Every entry below should be written out again exactly.

Segment Open

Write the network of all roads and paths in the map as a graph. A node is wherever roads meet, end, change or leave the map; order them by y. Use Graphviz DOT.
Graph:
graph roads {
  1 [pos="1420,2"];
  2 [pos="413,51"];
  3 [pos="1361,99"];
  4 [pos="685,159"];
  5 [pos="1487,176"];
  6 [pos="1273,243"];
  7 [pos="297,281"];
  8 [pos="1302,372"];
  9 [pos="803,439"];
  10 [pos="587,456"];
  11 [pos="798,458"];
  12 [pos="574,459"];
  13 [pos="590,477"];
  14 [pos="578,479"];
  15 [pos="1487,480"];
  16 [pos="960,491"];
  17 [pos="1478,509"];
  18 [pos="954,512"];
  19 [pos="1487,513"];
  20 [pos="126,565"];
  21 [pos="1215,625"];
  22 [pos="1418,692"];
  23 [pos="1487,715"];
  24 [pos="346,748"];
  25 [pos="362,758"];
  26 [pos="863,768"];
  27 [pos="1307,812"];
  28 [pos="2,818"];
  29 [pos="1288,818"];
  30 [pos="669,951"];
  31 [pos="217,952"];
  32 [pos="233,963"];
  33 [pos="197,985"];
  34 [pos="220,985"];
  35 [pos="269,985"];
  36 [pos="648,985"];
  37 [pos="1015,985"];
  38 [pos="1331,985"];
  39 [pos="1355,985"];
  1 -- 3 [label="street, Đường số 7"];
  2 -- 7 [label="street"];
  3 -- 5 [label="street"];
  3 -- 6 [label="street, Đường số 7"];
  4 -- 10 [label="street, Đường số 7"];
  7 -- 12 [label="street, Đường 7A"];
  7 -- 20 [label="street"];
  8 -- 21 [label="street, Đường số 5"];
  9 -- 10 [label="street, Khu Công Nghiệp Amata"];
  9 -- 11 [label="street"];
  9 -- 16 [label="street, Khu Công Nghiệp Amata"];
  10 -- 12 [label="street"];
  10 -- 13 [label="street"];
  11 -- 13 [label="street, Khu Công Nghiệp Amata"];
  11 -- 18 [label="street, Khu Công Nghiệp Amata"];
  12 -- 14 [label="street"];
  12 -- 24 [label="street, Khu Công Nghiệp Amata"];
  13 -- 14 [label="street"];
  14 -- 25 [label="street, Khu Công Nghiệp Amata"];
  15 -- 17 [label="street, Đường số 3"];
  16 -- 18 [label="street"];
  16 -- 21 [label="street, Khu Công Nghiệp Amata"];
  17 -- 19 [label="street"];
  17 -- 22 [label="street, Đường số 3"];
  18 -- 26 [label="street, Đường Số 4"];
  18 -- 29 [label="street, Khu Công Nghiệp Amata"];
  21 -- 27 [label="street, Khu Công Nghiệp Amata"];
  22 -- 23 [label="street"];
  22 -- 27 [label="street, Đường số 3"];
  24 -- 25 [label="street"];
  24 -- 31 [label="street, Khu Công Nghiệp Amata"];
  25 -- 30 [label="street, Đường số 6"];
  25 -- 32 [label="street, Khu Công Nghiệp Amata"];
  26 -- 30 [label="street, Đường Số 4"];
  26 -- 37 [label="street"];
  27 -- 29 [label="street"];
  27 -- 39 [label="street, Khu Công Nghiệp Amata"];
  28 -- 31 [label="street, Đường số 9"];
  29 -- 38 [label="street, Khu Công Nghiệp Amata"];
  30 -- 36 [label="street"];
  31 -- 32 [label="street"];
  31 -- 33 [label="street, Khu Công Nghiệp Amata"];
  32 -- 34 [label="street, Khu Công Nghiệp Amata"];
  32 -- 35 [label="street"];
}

Segment Closed

- Output of the task:
Write the network of all roads and paths in the map as a graph. A node is wherever roads meet, end, change or leave the map; order them by y. Use Graphviz DOT.
Graph:
graph roads {
  1 [pos="1420,2"];
  2 [pos="413,51"];
  3 [pos="1361,99"];
  4 [pos="685,159"];
  5 [pos="1487,176"];
  6 [pos="1273,243"];
  7 [pos="297,281"];
  8 [pos="1302,372"];
  9 [pos="803,439"];
  10 [pos="587,456"];
  11 [pos="798,458"];
  12 [pos="574,459"];
  13 [pos="590,477"];
  14 [pos="578,479"];
  15 [pos="1487,480"];
  16 [pos="960,491"];
  17 [pos="1478,509"];
  18 [pos="954,512"];
  19 [pos="1487,513"];
  20 [pos="126,565"];
  21 [pos="1215,625"];
  22 [pos="1418,692"];
  23 [pos="1487,715"];
  24 [pos="346,748"];
  25 [pos="362,758"];
  26 [pos="863,768"];
  27 [pos="1307,812"];
  28 [pos="2,818"];
  29 [pos="1288,818"];
  30 [pos="669,951"];
  31 [pos="217,952"];
  32 [pos="233,963"];
  33 [pos="197,985"];
  34 [pos="220,985"];
  35 [pos="269,985"];
  36 [pos="648,985"];
  37 [pos="1015,985"];
  38 [pos="1331,985"];
  39 [pos="1355,985"];
  1 -- 3 [label="street, Đường số 7"];
  2 -- 7 [label="street"];
  3 -- 5 [label="street"];
  3 -- 6 [label="street, Đường số 7"];
  4 -- 10 [label="street, Đường số 7"];
  7 -- 12 [label="street, Đường 7A"];
  7 -- 20 [label="street"];
  8 -- 21 [label="street, Đường số 5"];
  9 -- 10 [label="street, Khu Công Nghiệp Amata"];
  9 -- 11 [label="street"];
  9 -- 16 [label="street, Khu Công Nghiệp Amata"];
  10 -- 12 [label="street"];
  10 -- 13 [label="street"];
  11 -- 13 [label="street, Khu Công Nghiệp Amata"];
  11 -- 18 [label="street, Khu Công Nghiệp Amata"];
  12 -- 14 [label="street"];
  12 -- 24 [label="street, Khu Công Nghiệp Amata"];
  13 -- 14 [label="street"];
  14 -- 25 [label="street, Khu Công Nghiệp Amata"];
  15 -- 17 [label="street, Đường số 3"];
  16 -- 18 [label="street"];
  16 -- 21 [label="street, Khu Công Nghiệp Amata"];
  17 -- 19 [label="street"];
  17 -- 22 [label="street, Đường số 3"];
  18 -- 26 [label="street, Đường Số 4"];
  18 -- 29 [label="street, Khu Công Nghiệp Amata"];
  21 -- 27 [label="street, Khu Công Nghiệp Amata"];
  22 -- 23 [label="street"];
  22 -- 27 [label="street, Đường số 3"];
  24 -- 25 [label="street"];
  24 -- 31 [label="street, Khu Công Nghiệp Amata"];
  25 -- 30 [label="street, Đường số 6"];
  25 -- 32 [label="street, Khu Công Nghiệp Amata"];
  26 -- 30 [label="street, Đường Số 4"];
  26 -- 37 [label="street"];
  27 -- 29 [label="street"];
  27 -- 39 [label="street, Khu Công Nghiệp Amata"];
  28 -- 31 [label="street, Đường số 9"];
  29 -- 38 [label="street, Khu Công Nghiệp Amata"];
  30 -- 36 [label="street"];
  31 -- 32 [label="street"];
  31 -- 33 [label="street, Khu Công Nghiệp Amata"];
  32 -- 34 [label="street, Khu Công Nghiệp Amata"];
  32 -- 35 [label="street"];
}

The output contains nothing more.